▸ **Directions**:
Return each line of the listing in which the word "graph" appears.

▸ **Data shown**:

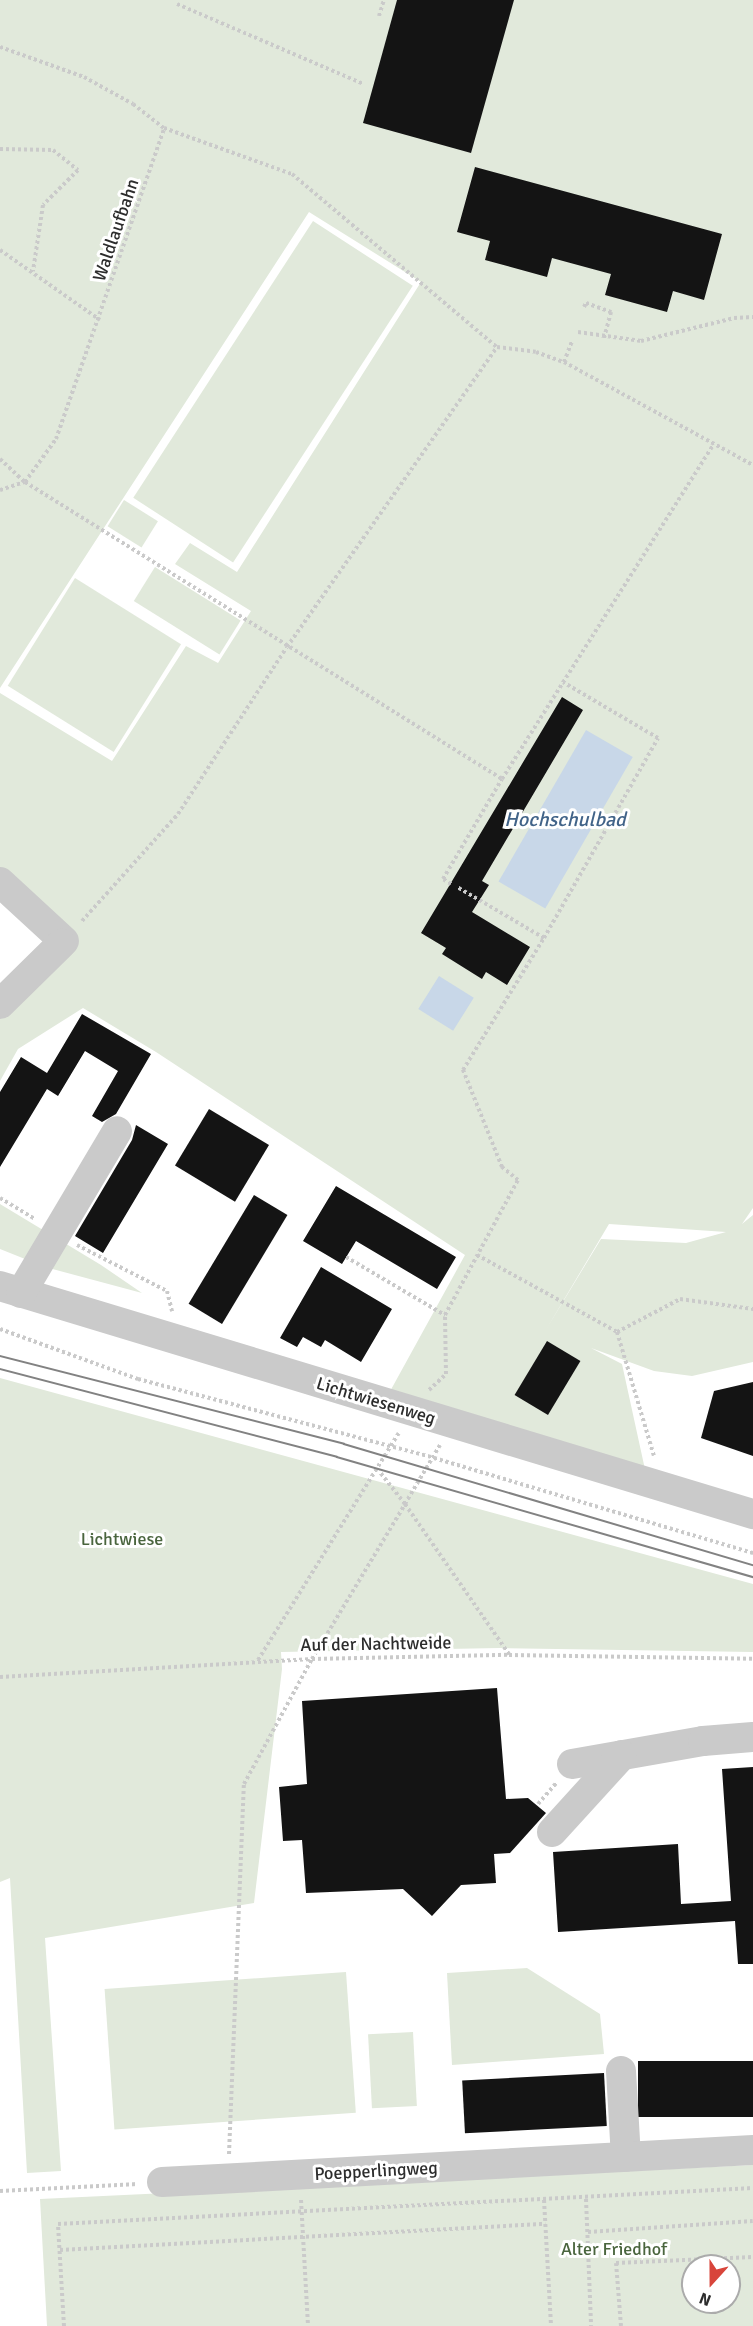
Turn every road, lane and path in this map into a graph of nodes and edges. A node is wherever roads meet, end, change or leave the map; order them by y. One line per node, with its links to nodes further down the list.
1 (384, 0): 3 (path)
2 (177, 4): 5 (path)
3 (379, 16)
4 (0, 47): 6 (path)
5 (364, 84)
6 (164, 128): 12 (path, Waldlaufbahn); 16 (path)
7 (0, 149): 9 (path)
8 (0, 250): 9 (path)
9 (33, 271): 12 (path)
10 (584, 307): 14 (path)
11 (753, 317): 14 (path)
12 (100, 320): 21 (path, Waldlaufbahn)
13 (578, 332): 14 (path)
14 (604, 338)
15 (572, 341): 17 (path)
16 (497, 347): 17 (path); 23 (path)
17 (564, 362): 18 (path)
18 (714, 444): 20 (path); 24 (path)
19 (0, 459): 21 (path)
20 (753, 465)
21 (25, 482): 22 (path); 23 (path)
22 (0, 490)
23 (287, 647): 25 (path); 30 (path)
24 (563, 682): 25 (path); 29 (path)
25 (502, 779): 27 (path)
26 (0, 882): 30 (street)
27 (451, 884)
28 (457, 887): 29 (path)
29 (544, 938): 35 (path)
30 (62, 943): 31 (street)
31 (0, 1004)
32 (117, 1131): 34 (street)
33 (0, 1198): 34 (path)
34 (56, 1233): 37 (street); 42 (path)
35 (477, 1255): 39 (path); 41 (path)
36 (346, 1257): 39 (path)
37 (11, 1289): 42 (street, Lichtwiesenweg)
38 (753, 1309): 41 (path)
39 (445, 1315): 43 (path)
40 (0, 1329): 45 (path)
41 (617, 1332): 48 (path)
42 (180, 1342): 43 (street, Lichtwiesenweg)
43 (410, 1410): 44 (street, Lichtwiesenweg); 45 (path)
44 (451, 1423): 46 (path); 48 (street, Lichtwiesenweg)
45 (393, 1446): 46 (path); 47 (path)
46 (434, 1458): 49 (path); 51 (path)
47 (379, 1470): 49 (path); 55 (path)
48 (664, 1488): 50 (street, Lichtwiesenweg)
49 (405, 1504): 52 (path); 53 (path)
50 (753, 1514)
51 (753, 1553)
52 (509, 1655): 53 (path, Auf der Nachtweide); 54 (path, Auf der Nachtweide)
53 (312, 1659): 55 (path, Auf der Nachtweide); 66 (path)
54 (753, 1659)
55 (258, 1660): 56 (path, Auf der Nachtweide)
56 (0, 1677)
57 (753, 1737): 58 (street)
58 (622, 1755): 59 (street); 61 (street)
59 (563, 1775): 60 (path)
60 (538, 1804)
61 (552, 1832)
62 (621, 2071): 63 (street)
63 (626, 2148): 64 (street, Poepperlingweg); 65 (street, Poepperlingweg)
64 (753, 2150)
65 (299, 2175): 66 (street, Poepperlingweg); 72 (path)
66 (228, 2179): 67 (street, Poepperlingweg)
67 (162, 2182): 69 (path)
68 (753, 2188): 70 (path)
69 (0, 2191)
70 (586, 2199): 71 (path); 75 (path)
71 (543, 2200): 72 (path); 74 (path)
72 (302, 2212): 76 (path); 77 (path)
73 (753, 2221): 75 (path)
74 (545, 2224): 76 (path); 81 (path)
75 (588, 2232): 82 (path)
76 (303, 2238): 77 (path); 80 (path)
77 (60, 2250): 79 (path)
78 (753, 2257): 83 (path)
79 (64, 2326)
80 (308, 2326)
81 (551, 2326)
82 (591, 2326)
83 (621, 2326)

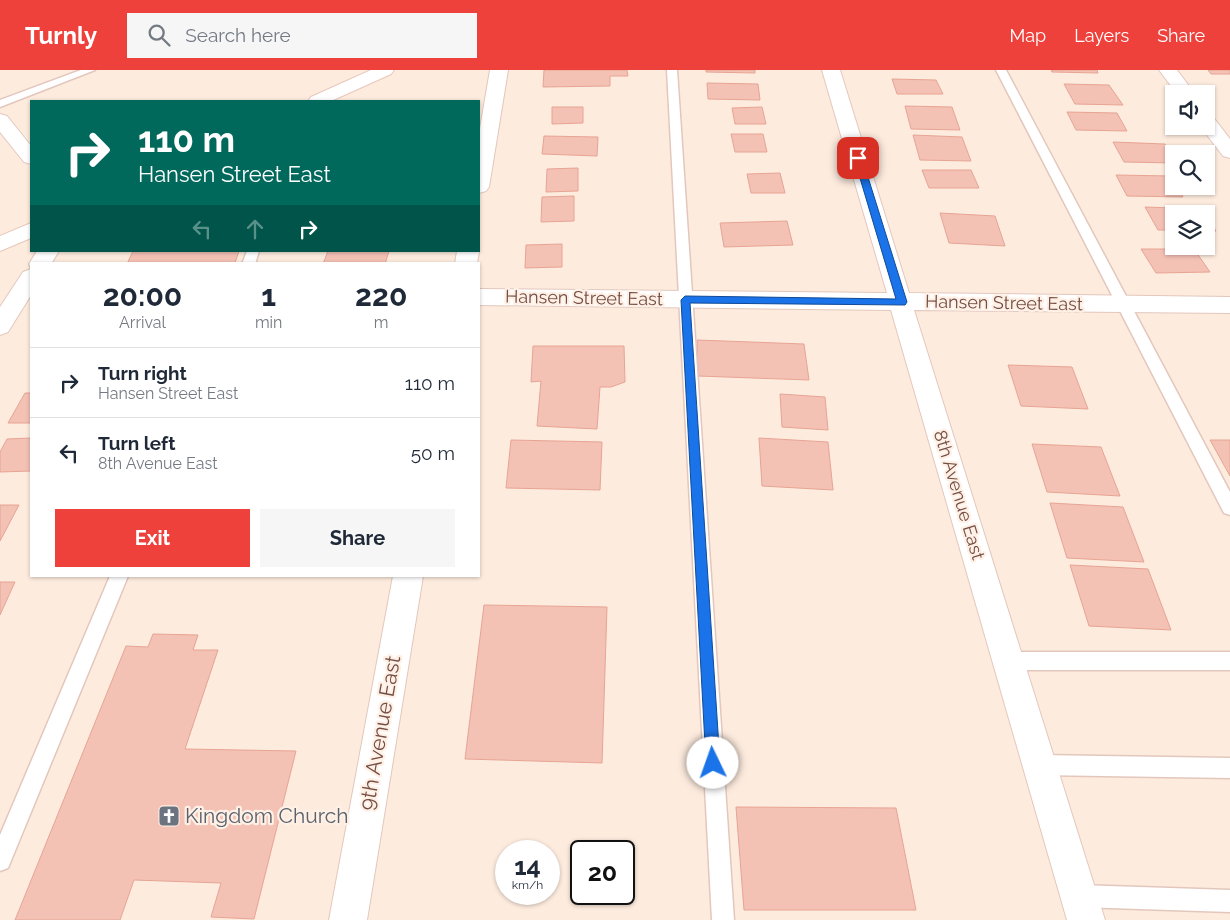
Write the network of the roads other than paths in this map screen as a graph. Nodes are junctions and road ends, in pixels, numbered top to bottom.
1 (90, 70) edge
2 (385, 70) edge
3 (499, 70) edge
4 (672, 70) edge
5 (831, 70) edge
6 (1001, 70) edge
7 (1168, 70) edge
8 (1179, 85) edge
9 (319, 100) edge
10 (0, 104) edge
11 (0, 120) edge
12 (1215, 133) edge
13 (1230, 152) edge
14 (30, 157) edge
15 (480, 181) edge
16 (30, 230) edge
17 (0, 244) edge
18 (21, 289) edge
19 (480, 297) edge
20 (685, 300) junction
21 (902, 302) junction
22 (1124, 304) junction
23 (1230, 305) edge
24 (0, 326) edge
25 (1230, 508) edge
26 (119, 577) edge
27 (408, 577) edge
28 (1230, 661) edge
29 (1008, 662) junction
30 (1039, 765) junction
31 (1230, 768) edge
32 (0, 860) edge
33 (1230, 900) edge
34 (1082, 908) edge
35 (348, 920) edge
36 (723, 920) edge

1 - 10 lane
2 - 9 street
3 - 15 street
4 - 20 lane
5 - 21 street, 8th Avenue East
6 - 22 lane
7 - 8 street
11 - 14 street
12 - 13 street
16 - 17 street
18 - 24 street
19 - 20 street, Hansen Street East
20 - 21 street, Hansen Street East
20 - 36 lane
21 - 22 street, Hansen Street East
21 - 29 street, 8th Avenue East
22 - 23 street, Hansen Street East
22 - 25 lane
26 - 32 lane
27 - 35 street, 9th Avenue East
28 - 29 lane
29 - 30 street, 8th Avenue East
30 - 31 lane
30 - 34 street, 8th Avenue East
33 - 34 lane

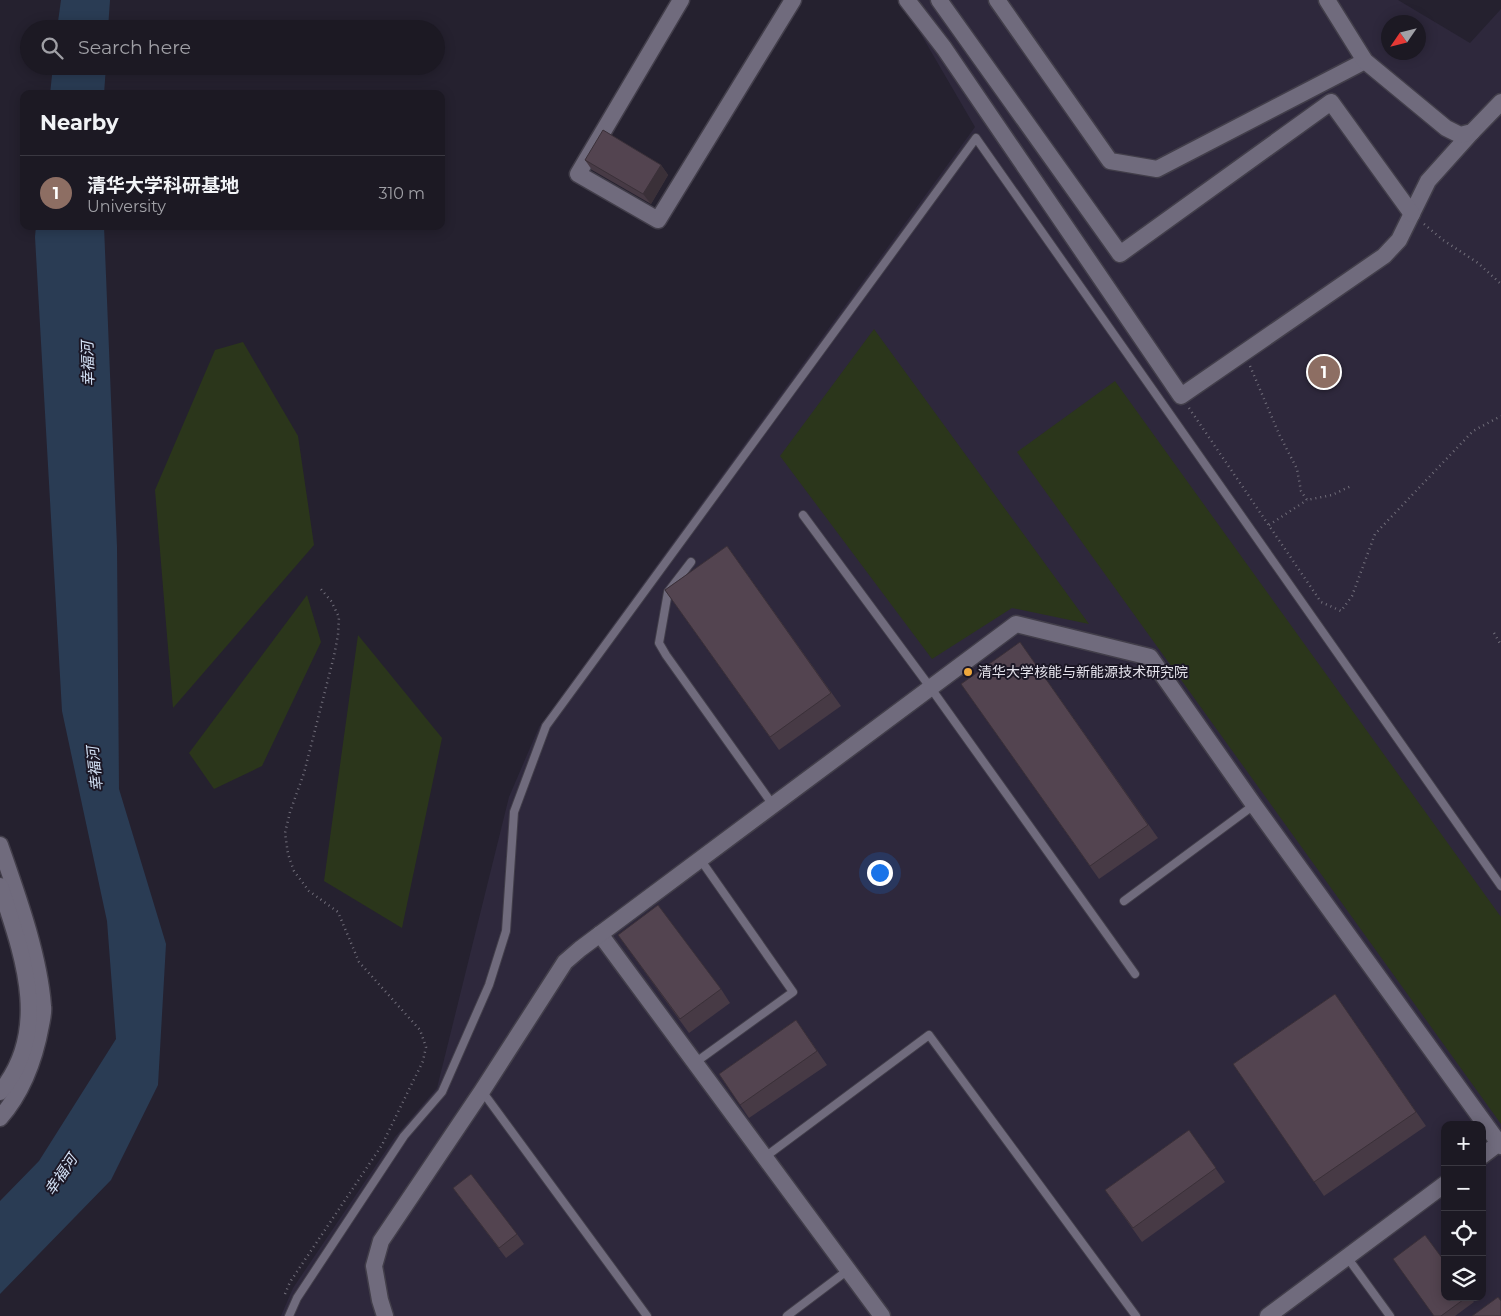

▸ **Answer to the exercise**:
Turn every road, lane and path in this map into a graph of nodes and edges. A node is wherever roads meet, end, change or leave the map; order them by y. One line per node, with its links to nodes further down the list.
Write the network of the roads other than paths in this map screen as a graph. Nodes are junctions and road ends, in pixels, numbered top to bottom.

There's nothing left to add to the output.